_Problem statement_
Identify and pull out each line of the entries in which "MONNAIE" occurs.

--*--

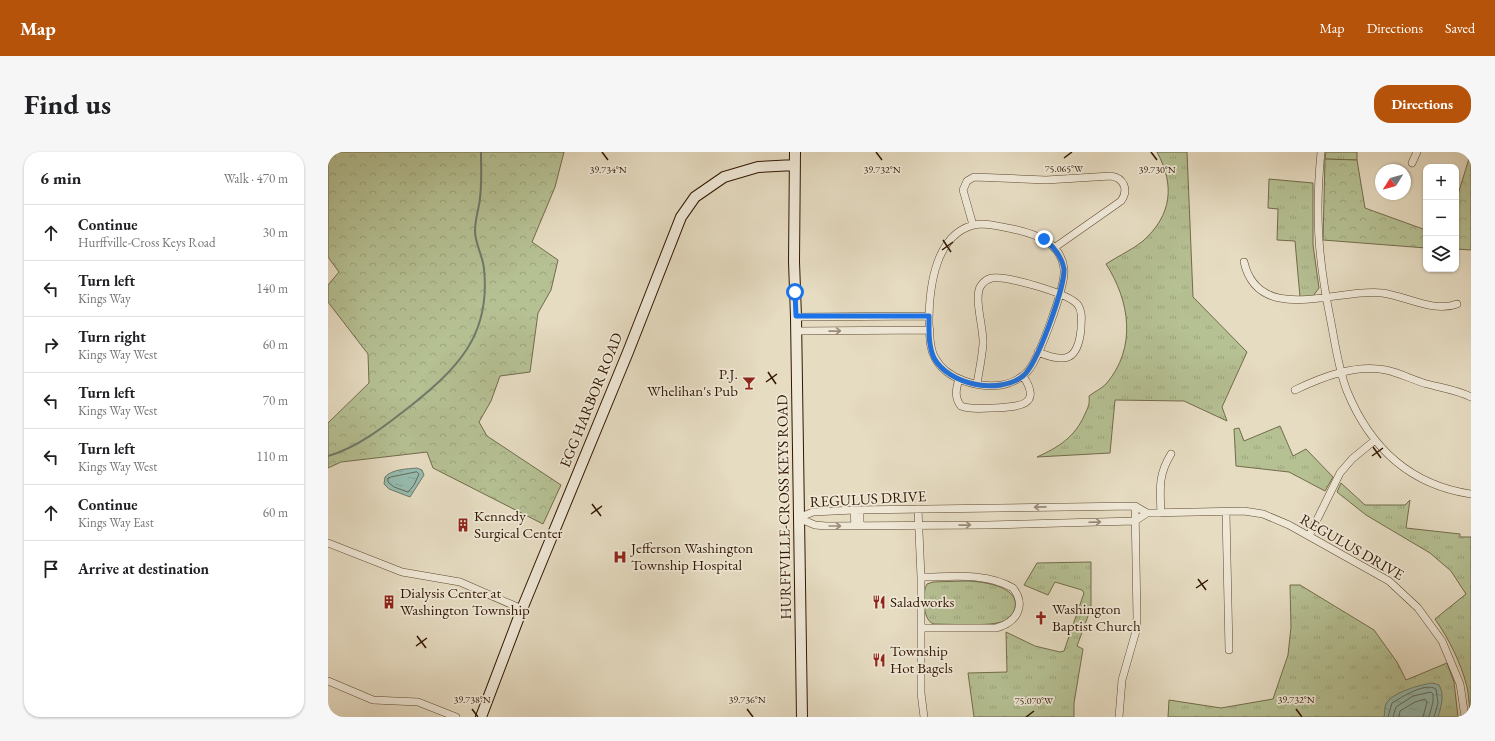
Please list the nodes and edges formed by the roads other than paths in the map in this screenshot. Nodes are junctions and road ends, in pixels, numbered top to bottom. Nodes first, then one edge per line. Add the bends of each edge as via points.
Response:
1 (790, 152) edge
2 (795, 152) edge
3 (1321, 152) edge
4 (1418, 152) edge
5 (1412, 163) dead end
6 (795, 165) junction
7 (763, 167) junction
8 (973, 225) junction
9 (1054, 248) junction
10 (1244, 262) dead end
11 (1060, 294) junction
12 (1326, 298) junction
13 (1457, 304) dead end
14 (796, 316) junction
15 (929, 316) junction
16 (930, 330) junction
17 (796, 332) junction
18 (1038, 352) junction
19 (1342, 373) junction
20 (1023, 376) junction
21 (959, 379) junction
22 (977, 384) junction
23 (1294, 390) dead end
24 (1471, 397) edge
25 (1375, 440) junction
26 (1171, 454) dead end
27 (1471, 494) edge
28 (1135, 506) junction
29 (918, 509) junction
30 (857, 510) junction
31 (1226, 512) junction
32 (1147, 513) junction
33 (1160, 513) junction
34 (798, 518) junction
35 (1136, 521) junction
36 (918, 525) junction
37 (858, 526) junction
38 (1309, 536) junction
39 (328, 543) edge
40 (921, 577) junction
41 (522, 609) junction
42 (921, 628) junction
43 (1229, 650) dead end
44 (328, 681) edge
45 (456, 717) edge
46 (481, 717) edge
47 (802, 717) edge
48 (924, 717) edge
49 (1119, 717) edge
50 (1466, 717) edge

1 - 7 main road via 780,162
2 - 6 main road, HURFFVILLE-CROSS KEYS ROAD
3 - 12 street via 1317,229
4 - 5 street
6 - 7 main road, EGG HARBOR ROAD
6 - 14 main road, HURFFVILLE-CROSS KEYS ROAD
7 - 41 main road, EGG HARBOR ROAD via 733,173 716,181 695,197 681,217
8 - 9 street via 993,224 1033,234
8 - 9 street via 963,190 967,181 974,178 1046,180 1111,176 1120,180 1125,192 1121,201
8 - 15 street via 953,238 939,261 933,279
9 - 11 street via 1064,268
10 - 12 street via 1251,279 1268,294 1298,301
11 - 18 street
11 - 18 street via 1075,301 1082,313 1079,345 1070,356 1061,359
11 - 22 street via 999,279 983,282 978,295 983,344
12 - 13 street via 1373,292 1436,306
12 - 19 street
14 - 15 street
14 - 17 main road, HURFFVILLE-CROSS KEYS ROAD
15 - 16 street
17 -> 16 street
16 - 21 street via 930,345 935,358 944,370
17 - 34 main road, HURFFVILLE-CROSS KEYS ROAD
18 - 20 street via 1031,367
19 - 23 street
19 - 24 street via 1358,368 1396,372 1422,383
19 - 25 street via 1357,411
20 - 21 street via 1030,387 1030,397 1025,404 1015,408 962,406 955,393
20 - 22 street via 1001,385
21 - 22 street
25 - 27 street via 1393,460 1410,473 1437,486
25 - 38 street via 1352,458 1340,473
26 - 33 street via 1160,479
28 -> 29 street, REGULUS DRIVE
28 - 32 street
28 - 35 street
29 - 30 street, REGULUS DRIVE
29 - 36 street
30 - 34 street, REGULUS DRIVE via 813,512
30 - 37 street
31 - 33 street, REGULUS DRIVE
31 - 38 street, REGULUS DRIVE via 1263,514
31 - 43 street
32 - 33 street, REGULUS DRIVE
32 - 35 street
34 -> 37 street, REGULUS DRIVE via 815,525
34 - 47 main road, HURFFVILLE-CROSS KEYS ROAD
36 -> 35 street, REGULUS DRIVE
35 - 49 street via 1137,621 1122,680
36 - 37 street, REGULUS DRIVE
36 - 40 street
38 - 50 street, REGULUS DRIVE via 1389,581 1418,608 1442,641 1450,657 1460,684
39 - 41 street via 402,572 460,582
40 - 42 street
40 - 42 street via 990,579 1013,588 1020,602 1017,615 1012,621 996,628
41 - 46 main road, EGG HARBOR ROAD
42 - 48 street
44 - 45 street via 373,700 418,702

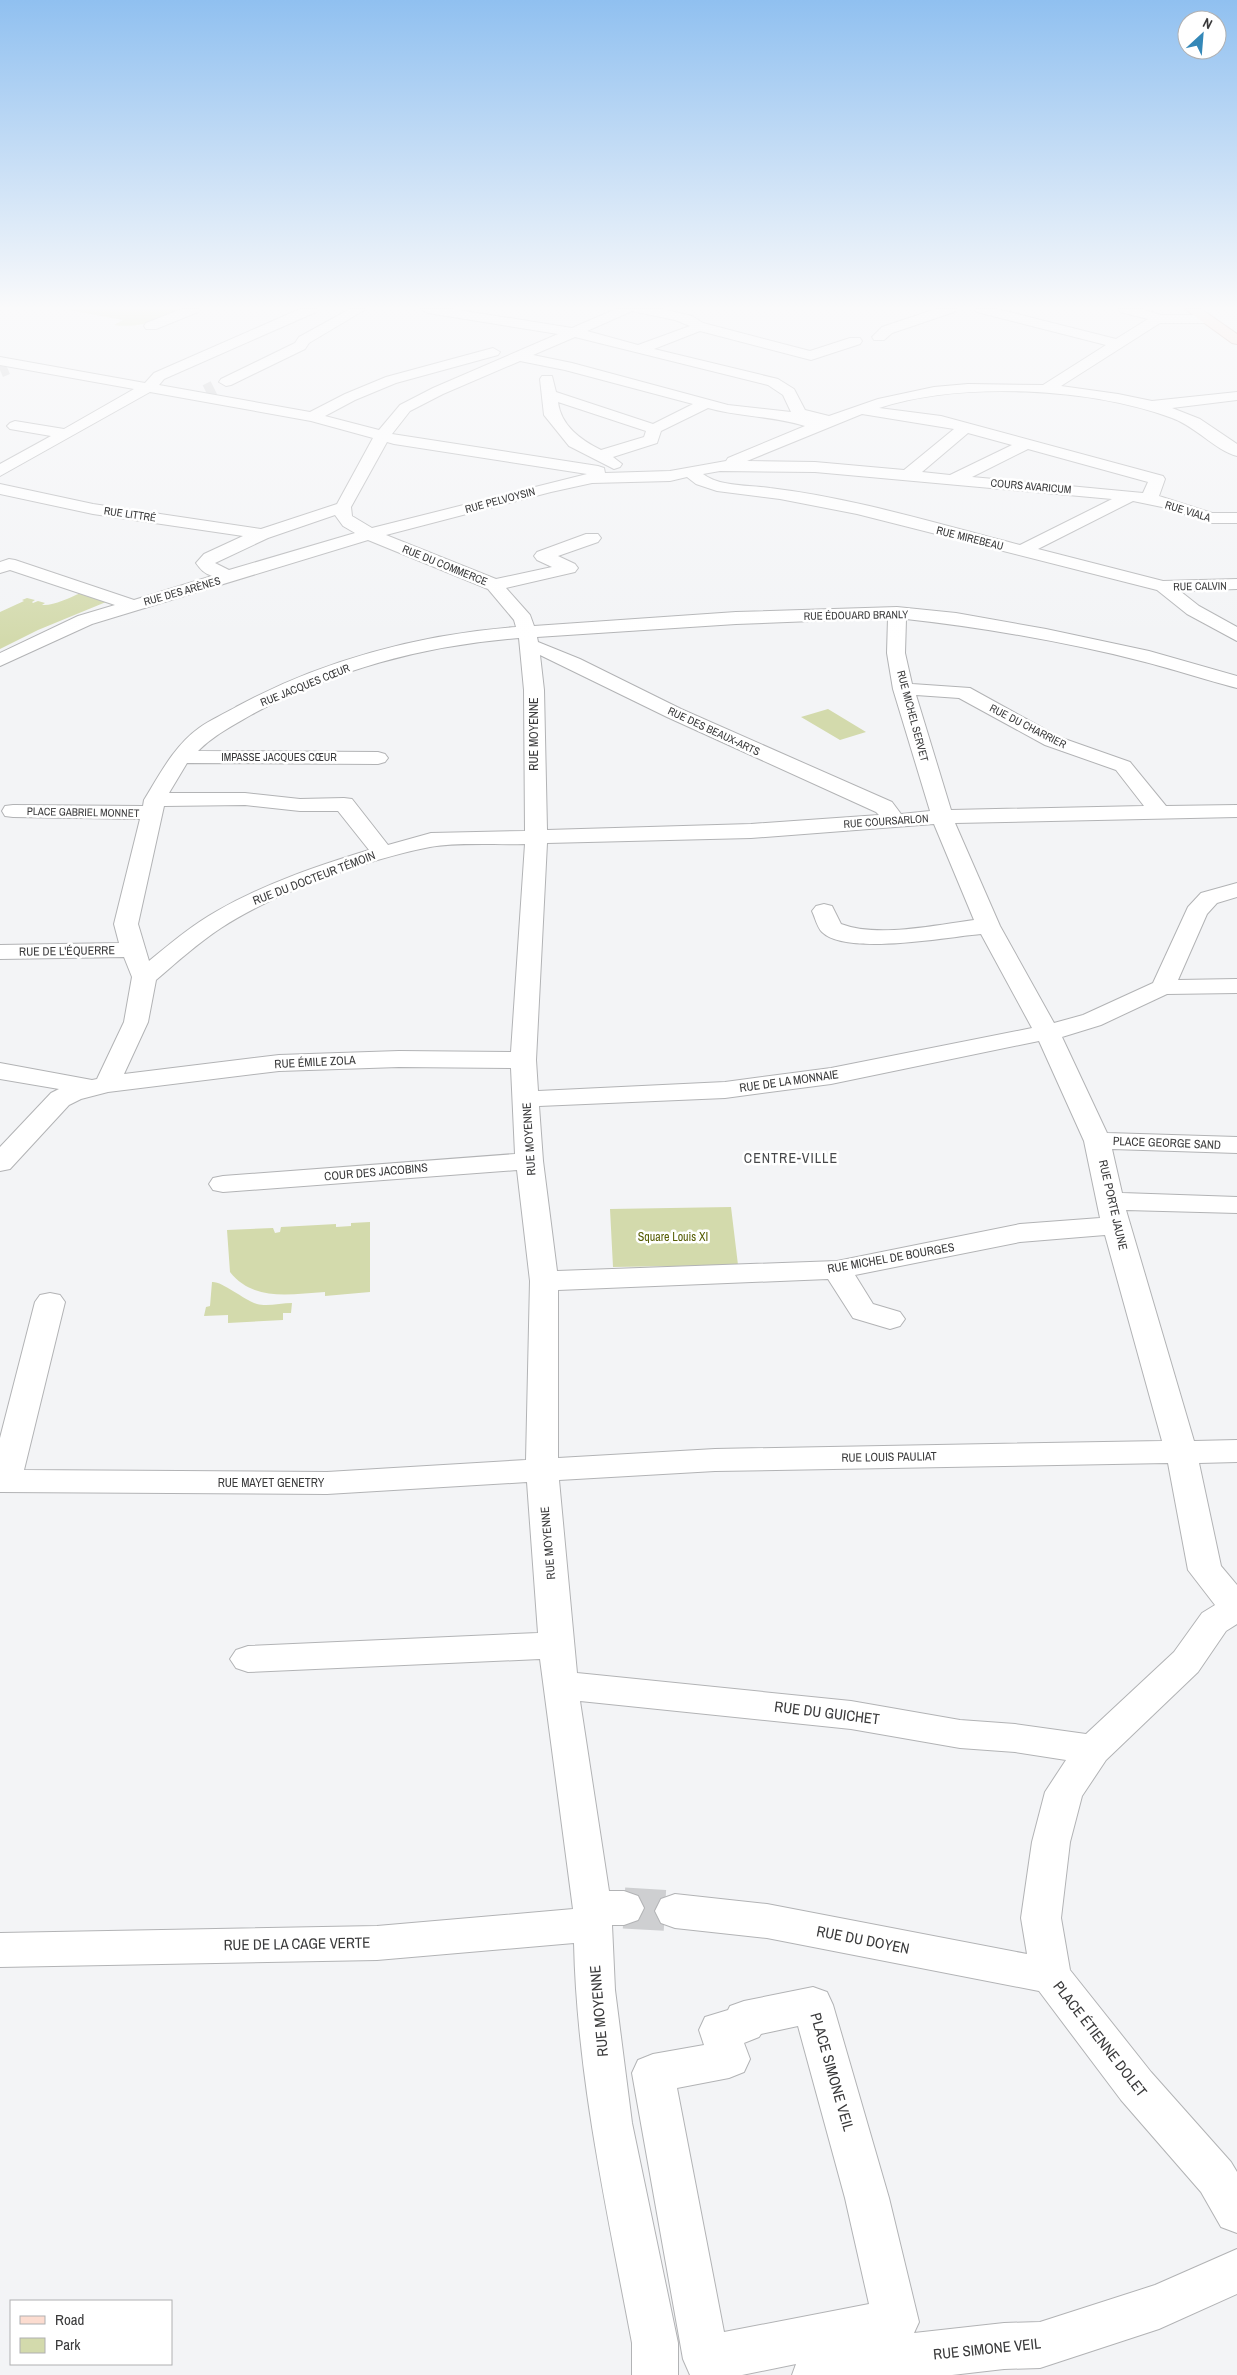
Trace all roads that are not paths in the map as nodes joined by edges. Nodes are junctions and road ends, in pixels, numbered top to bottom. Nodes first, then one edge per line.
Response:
1 (92, 420) edge
2 (322, 420) edge
3 (395, 420) edge
4 (556, 420) edge
5 (626, 420) edge
6 (673, 420) edge
7 (808, 420) edge
8 (817, 420) edge
9 (833, 420) edge
10 (932, 420) edge
11 (1185, 420) edge
12 (825, 423) junction
13 (15, 426) dead end
14 (965, 428) junction
15 (654, 429) junction
16 (67, 434) junction
17 (382, 436) junction
18 (1027, 444) junction
19 (599, 456) junction
20 (1236, 461) edge
21 (720, 466) junction
22 (0, 471) edge
23 (692, 473) junction
24 (632, 476) junction
25 (903, 476) junction
26 (608, 477) junction
27 (953, 480) junction
28 (885, 487) dead end
29 (0, 489) edge
30 (871, 498) dead end
31 (1139, 498) junction
32 (343, 507) junction
33 (857, 509) junction
34 (1231, 520) edge
35 (262, 534) junction
36 (369, 534) junction
37 (1237, 535) edge
38 (592, 538) dead end
39 (1021, 551) junction
40 (0, 568) edge
41 (230, 577) junction
42 (1237, 584) edge
43 (494, 585) junction
44 (1163, 586) junction
45 (132, 605) junction
46 (897, 612) junction
47 (1237, 635) edge
48 (529, 639) junction
49 (0, 660) edge
50 (1237, 682) edge
51 (903, 688) junction
52 (180, 757) junction
53 (378, 758) dead end
54 (154, 807) junction
55 (13, 811) dead end
56 (1237, 811) edge
57 (1160, 812) junction
58 (942, 817) junction
59 (895, 820) junction
60 (536, 837) junction
61 (382, 852) junction
62 (1237, 890) edge
63 (824, 911) dead end
64 (988, 926) junction
65 (133, 950) junction
66 (0, 952) edge
67 (144, 976) junction
68 (1237, 986) edge
69 (1164, 987) junction
70 (1048, 1034) junction
71 (523, 1060) junction
72 (0, 1071) edge
73 (100, 1086) junction
74 (526, 1099) junction
75 (1097, 1140) junction
76 (1237, 1145) edge
77 (529, 1161) junction
78 (0, 1163) edge
79 (223, 1184) dead end
80 (1237, 1205) edge
81 (1114, 1213) junction
82 (837, 1270) junction
83 (544, 1281) junction
84 (50, 1302) dead end
85 (890, 1319) dead end
86 (1181, 1451) junction
87 (1237, 1451) edge
88 (542, 1469) junction
89 (3, 1481) edge
90 (1236, 1608) edge
91 (557, 1645) junction
92 (248, 1660) dead end
93 (560, 1684) junction
94 (1093, 1750) junction
95 (675, 1911) tunnel mouth
96 (603, 1913) junction
97 (0, 1950) edge
98 (1051, 1976) junction
99 (1237, 2212) edge
100 (1237, 2271) edge
101 (706, 2359) joint
102 (655, 2375) edge
103 (815, 2375) edge

1 - 16 street
2 - 17 street
3 - 17 street
4 - 19 street
5 - 15 street
6 - 15 street
7 - 12 street
8 - 12 street
9 - 12 street
10 - 14 street
11 - 20 street
12 - 21 street
13 - 16 street
14 - 18 street
14 - 25 street
15 - 19 street
16 - 22 street
17 - 26 street
17 - 32 street
18 - 27 street
18 - 31 street
19 - 24 street
21 - 23 street, COURS AVARICUM
21 - 25 street, COURS AVARICUM
23 - 24 street, COURS AVARICUM
23 - 33 street, RUE MIREBEAU
24 - 26 street, RUE PELVOYSIN
25 - 27 street, COURS AVARICUM
25 - 28 street
26 - 36 street, RUE PELVOYSIN
27 - 31 street, COURS AVARICUM
29 - 35 street, RUE LITTRÉ
30 - 33 street
31 - 34 street, RUE VIALA
31 - 39 street
32 - 35 street
32 - 36 street, RUE DU COMMERCE
33 - 39 street, RUE MIREBEAU
34 - 37 street, RUE VIALA
35 - 41 street
36 - 41 street, RUE DES ARÈNES
36 - 43 street, RUE DU COMMERCE
38 - 43 street
39 - 44 street, RUE MIREBEAU
40 - 45 street
41 - 45 street, RUE DES ARÈNES
42 - 44 street, RUE CALVIN
43 - 48 street, RUE DU COMMERCE
44 - 47 street, RUE MIREBEAU
45 - 49 street, RUE DES ARÈNES
46 - 48 street, RUE ÉDOUARD BRANLY
46 - 50 street, RUE ÉDOUARD BRANLY
46 - 51 street, RUE MICHEL SERVET
48 - 52 street, RUE JACQUES CŒUR
48 - 59 street, RUE DES BEAUX-ARTS
48 - 60 street, RUE MOYENNE
51 - 57 street, RUE DU CHARRIER
51 - 58 street, RUE MICHEL SERVET
52 - 53 street, IMPASSE JACQUES CŒUR
52 - 54 street, RUE JACQUES CŒUR
54 - 55 street, PLACE GABRIEL MONNET
54 - 61 street, PLACE GABRIEL MONNET
54 - 65 street, RUE JACQUES CŒUR
56 - 57 street, RUE COURSARLON
57 - 58 street, RUE COURSARLON
58 - 59 street, RUE COURSARLON
58 - 64 street, RUE PORTE JAUNE
59 - 60 street, RUE COURSARLON
60 - 61 street, RUE DU DOCTEUR TÉMOIN
60 - 71 street, RUE MOYENNE
61 - 67 street, RUE DU DOCTEUR TÉMOIN
62 - 69 street
63 - 64 street
64 - 70 street, RUE PORTE JAUNE
65 - 66 street, RUE DE L'ÉQUERRE
65 - 67 street, RUE JACQUES CŒUR
67 - 73 street
68 - 69 street
69 - 70 street, RUE DE LA MONNAIE
70 - 74 street, RUE DE LA MONNAIE
70 - 75 street, RUE PORTE JAUNE
71 - 73 street, RUE ÉMILE ZOLA
71 - 74 street, RUE MOYENNE
72 - 73 street
73 - 78 street
74 - 77 street, RUE MOYENNE
75 - 76 street, PLACE GEORGE SAND
75 - 81 street, RUE PORTE JAUNE
77 - 79 street, COUR DES JACOBINS
77 - 83 street, RUE MOYENNE
80 - 81 street
81 - 82 street, RUE MICHEL DE BOURGES
81 - 86 street, RUE PORTE JAUNE
82 - 83 street, RUE MICHEL DE BOURGES
82 - 85 street
83 - 88 street, RUE MOYENNE
84 - 89 street
86 - 87 street, RUE LOUIS PAULIAT
86 - 88 street, RUE LOUIS PAULIAT
86 - 90 street, RUE PORTE JAUNE
88 - 89 street, RUE MAYET GENETRY
88 - 91 street, RUE MOYENNE
90 - 94 street, PLACE ÉTIENNE DOLET
91 - 92 street
91 - 93 street, RUE MOYENNE
93 - 94 street, RUE DU GUICHET
93 - 96 street, RUE MOYENNE
94 - 98 street, PLACE ÉTIENNE DOLET
95 - 98 street, RUE DU DOYEN
96 - 97 street, RUE DE LA CAGE VERTE
96 - 102 street, RUE MOYENNE
98 - 99 street, PLACE ÉTIENNE DOLET
100 - 103 street, RUE SIMONE VEIL
101 - 101 street, PLACE SIMONE VEIL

--*--

_Task solution_
69 - 70 street, RUE DE LA MONNAIE
70 - 74 street, RUE DE LA MONNAIE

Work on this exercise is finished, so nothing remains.